Best Practices For Software Application Packages
The phrase ‘best practices’ as applied to software applications is relatively new. In the twenty years I was associated with the software industry, first as a programmer, then as an analyst and eventually as consultant and product manager, I never used or heard the phrase. There were good reasons for this, but before I can explain them, I need to establish some background.
If you thought about the title of this post, you might well ask yourself, “What do you mean – practices? What does that have to do with software? You mean – written the best way? Or – the most bells and whistles?
What the phrase ‘best practices’ alludes to in relation to a software package is something that I stress in my MBA classes because it surprises many people – the fact that ‘practices’ – business processes the dictate what your company’s employees will do and when they’ll do it – are ‘baked into’ any non-trivial piece of software. When you buy a software application – let’s say your company has decided it could benefit from a Customer Relationship Management (CRM) package – then you are locked into the processes, the practices that are built into the software. If you use the package, then you WILL feed it the information it needs, in the format it requires it and in the sequence it wants it. This is so whether or not you work that way now, whether or not you currently have the required information available and whether or not the process fits your company’s culture.
Well, you say, software can be modified, right?

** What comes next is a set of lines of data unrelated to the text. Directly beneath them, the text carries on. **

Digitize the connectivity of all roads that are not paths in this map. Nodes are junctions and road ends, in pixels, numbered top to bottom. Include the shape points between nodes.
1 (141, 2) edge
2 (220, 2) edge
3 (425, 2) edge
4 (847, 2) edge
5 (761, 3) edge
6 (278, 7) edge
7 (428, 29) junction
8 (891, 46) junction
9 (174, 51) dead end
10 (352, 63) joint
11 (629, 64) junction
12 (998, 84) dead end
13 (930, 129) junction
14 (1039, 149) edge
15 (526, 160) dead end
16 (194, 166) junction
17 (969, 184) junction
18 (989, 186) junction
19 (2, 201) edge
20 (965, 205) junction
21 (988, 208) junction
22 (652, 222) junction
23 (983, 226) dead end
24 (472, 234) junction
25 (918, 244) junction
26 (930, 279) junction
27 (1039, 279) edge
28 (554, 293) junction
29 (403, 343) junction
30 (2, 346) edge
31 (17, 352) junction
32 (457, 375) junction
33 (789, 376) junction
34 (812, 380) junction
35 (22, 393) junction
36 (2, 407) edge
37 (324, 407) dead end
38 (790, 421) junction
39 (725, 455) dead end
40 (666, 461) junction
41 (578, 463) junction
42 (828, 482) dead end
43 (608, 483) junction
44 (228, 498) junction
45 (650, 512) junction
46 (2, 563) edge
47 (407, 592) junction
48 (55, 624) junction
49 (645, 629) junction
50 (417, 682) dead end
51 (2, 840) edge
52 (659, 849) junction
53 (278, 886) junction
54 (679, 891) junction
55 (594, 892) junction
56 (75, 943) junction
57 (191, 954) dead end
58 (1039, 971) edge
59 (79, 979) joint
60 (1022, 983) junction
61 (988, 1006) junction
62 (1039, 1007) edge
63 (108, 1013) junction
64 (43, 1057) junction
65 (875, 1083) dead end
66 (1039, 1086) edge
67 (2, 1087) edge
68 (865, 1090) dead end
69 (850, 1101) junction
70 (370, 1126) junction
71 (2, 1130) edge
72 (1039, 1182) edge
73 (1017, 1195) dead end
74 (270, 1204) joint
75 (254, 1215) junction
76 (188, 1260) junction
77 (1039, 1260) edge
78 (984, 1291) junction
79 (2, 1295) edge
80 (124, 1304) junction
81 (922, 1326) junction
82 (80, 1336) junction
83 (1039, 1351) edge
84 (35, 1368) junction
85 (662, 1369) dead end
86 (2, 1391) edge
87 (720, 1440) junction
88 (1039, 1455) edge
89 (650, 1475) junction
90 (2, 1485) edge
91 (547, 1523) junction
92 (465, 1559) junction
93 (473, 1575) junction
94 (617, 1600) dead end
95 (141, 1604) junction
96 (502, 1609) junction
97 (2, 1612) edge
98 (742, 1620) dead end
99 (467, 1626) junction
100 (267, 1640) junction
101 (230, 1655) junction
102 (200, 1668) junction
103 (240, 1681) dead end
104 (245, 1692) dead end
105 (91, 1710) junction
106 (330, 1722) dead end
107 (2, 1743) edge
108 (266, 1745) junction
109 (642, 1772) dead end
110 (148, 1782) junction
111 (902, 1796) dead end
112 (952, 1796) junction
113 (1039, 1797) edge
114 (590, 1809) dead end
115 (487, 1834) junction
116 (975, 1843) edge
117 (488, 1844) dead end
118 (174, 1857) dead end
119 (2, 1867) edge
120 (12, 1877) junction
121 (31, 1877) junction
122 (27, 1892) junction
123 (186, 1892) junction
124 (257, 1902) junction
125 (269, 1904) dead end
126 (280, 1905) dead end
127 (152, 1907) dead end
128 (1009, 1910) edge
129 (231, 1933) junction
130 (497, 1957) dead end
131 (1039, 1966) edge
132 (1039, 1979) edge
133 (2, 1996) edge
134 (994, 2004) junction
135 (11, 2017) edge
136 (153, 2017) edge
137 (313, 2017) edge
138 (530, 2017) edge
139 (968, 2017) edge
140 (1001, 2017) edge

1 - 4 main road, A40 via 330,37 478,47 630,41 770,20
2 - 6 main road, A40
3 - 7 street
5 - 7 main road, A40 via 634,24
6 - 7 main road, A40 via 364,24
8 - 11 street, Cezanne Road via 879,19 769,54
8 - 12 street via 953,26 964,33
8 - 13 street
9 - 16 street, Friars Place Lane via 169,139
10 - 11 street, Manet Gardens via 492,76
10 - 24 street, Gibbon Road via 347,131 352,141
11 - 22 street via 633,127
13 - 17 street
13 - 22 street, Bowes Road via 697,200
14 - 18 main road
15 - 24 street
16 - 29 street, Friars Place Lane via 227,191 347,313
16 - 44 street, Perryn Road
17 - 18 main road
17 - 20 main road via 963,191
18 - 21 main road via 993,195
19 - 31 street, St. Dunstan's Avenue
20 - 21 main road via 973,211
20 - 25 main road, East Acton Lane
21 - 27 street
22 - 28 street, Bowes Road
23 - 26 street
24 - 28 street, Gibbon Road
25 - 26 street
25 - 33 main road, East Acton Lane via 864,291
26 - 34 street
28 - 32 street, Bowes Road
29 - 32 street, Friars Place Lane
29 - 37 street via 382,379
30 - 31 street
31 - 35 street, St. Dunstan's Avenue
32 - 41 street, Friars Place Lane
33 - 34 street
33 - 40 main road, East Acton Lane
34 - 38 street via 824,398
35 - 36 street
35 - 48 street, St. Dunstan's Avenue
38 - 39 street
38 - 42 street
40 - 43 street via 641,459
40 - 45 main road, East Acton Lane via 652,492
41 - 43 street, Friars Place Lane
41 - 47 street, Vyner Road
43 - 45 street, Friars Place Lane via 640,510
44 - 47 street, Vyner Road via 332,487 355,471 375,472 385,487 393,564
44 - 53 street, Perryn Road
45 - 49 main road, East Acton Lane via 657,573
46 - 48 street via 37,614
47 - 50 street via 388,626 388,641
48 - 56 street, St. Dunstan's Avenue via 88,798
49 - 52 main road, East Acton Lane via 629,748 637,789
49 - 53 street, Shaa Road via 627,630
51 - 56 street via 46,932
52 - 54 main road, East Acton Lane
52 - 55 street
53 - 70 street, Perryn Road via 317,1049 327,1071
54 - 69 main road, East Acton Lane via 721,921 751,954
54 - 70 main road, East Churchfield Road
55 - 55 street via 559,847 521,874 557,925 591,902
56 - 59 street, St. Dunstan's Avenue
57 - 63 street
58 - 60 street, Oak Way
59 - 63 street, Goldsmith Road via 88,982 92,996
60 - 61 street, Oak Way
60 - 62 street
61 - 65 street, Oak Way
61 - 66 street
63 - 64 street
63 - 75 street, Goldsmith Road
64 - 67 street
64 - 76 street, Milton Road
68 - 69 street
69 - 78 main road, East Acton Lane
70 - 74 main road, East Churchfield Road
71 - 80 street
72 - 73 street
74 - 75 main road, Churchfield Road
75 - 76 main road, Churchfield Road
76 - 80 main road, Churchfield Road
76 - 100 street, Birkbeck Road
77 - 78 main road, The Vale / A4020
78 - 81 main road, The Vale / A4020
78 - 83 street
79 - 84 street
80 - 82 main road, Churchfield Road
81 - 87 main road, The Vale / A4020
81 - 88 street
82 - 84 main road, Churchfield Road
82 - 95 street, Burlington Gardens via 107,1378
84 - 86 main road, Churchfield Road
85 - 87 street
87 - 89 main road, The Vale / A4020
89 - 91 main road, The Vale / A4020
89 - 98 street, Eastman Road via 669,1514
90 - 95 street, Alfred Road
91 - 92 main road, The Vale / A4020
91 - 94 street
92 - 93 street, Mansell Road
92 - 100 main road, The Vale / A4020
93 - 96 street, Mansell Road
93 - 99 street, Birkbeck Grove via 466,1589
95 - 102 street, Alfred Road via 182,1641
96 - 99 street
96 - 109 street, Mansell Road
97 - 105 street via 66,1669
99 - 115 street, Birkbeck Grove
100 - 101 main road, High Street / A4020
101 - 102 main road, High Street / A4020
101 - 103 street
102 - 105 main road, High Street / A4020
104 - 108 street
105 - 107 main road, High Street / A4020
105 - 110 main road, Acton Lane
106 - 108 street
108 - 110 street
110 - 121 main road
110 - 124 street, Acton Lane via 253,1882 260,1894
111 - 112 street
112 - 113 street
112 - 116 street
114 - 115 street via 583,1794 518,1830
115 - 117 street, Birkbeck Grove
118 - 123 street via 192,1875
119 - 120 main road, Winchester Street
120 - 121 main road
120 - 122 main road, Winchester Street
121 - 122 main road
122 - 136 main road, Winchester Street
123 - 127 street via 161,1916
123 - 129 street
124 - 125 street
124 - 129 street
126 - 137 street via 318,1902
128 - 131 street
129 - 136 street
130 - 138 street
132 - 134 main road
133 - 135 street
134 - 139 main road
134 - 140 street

Right – for a price. The first price you pay when you modify COTS (common off the shelf) software is that you defeat the reason you bought the package in the first place – it was written, debugged and ready to use. The second price is Yankee dollars, lots and lot of them. It is widely known that the cost of consulting and modification for most ERP (enterprise resource planning) installations is greater than the multi-million dollar cost of the software itself.
Thus, it is critical to the success of a software package installation to thoroughly investigate the practices built into the application before you buy; and this brings us back to the notion of ‘best practices.’ Almost no software is developed, even by very large software companies such as Oracle or SAP, without a client. The client supplies the specifications for the application – the screens it should show, the information it needs, the reports it should produce and so on. Of necessity, the software mirrors the processes needed to satisfy the requirements. Because the early clients of a newly developed software application are typically large, successful organizations, the marketing arms of large software companies began, about fifteen years ago, to promote these ‘baked in’ processes as ‘the best practices of the best corporations.’ Applications developers are thus able to develop the software once and sell it multiple times – a very profitable undertaking. To understand the marketing coup that this was, it is necessary to understand the many circumstances under which ‘best practices’ are actually a detriment.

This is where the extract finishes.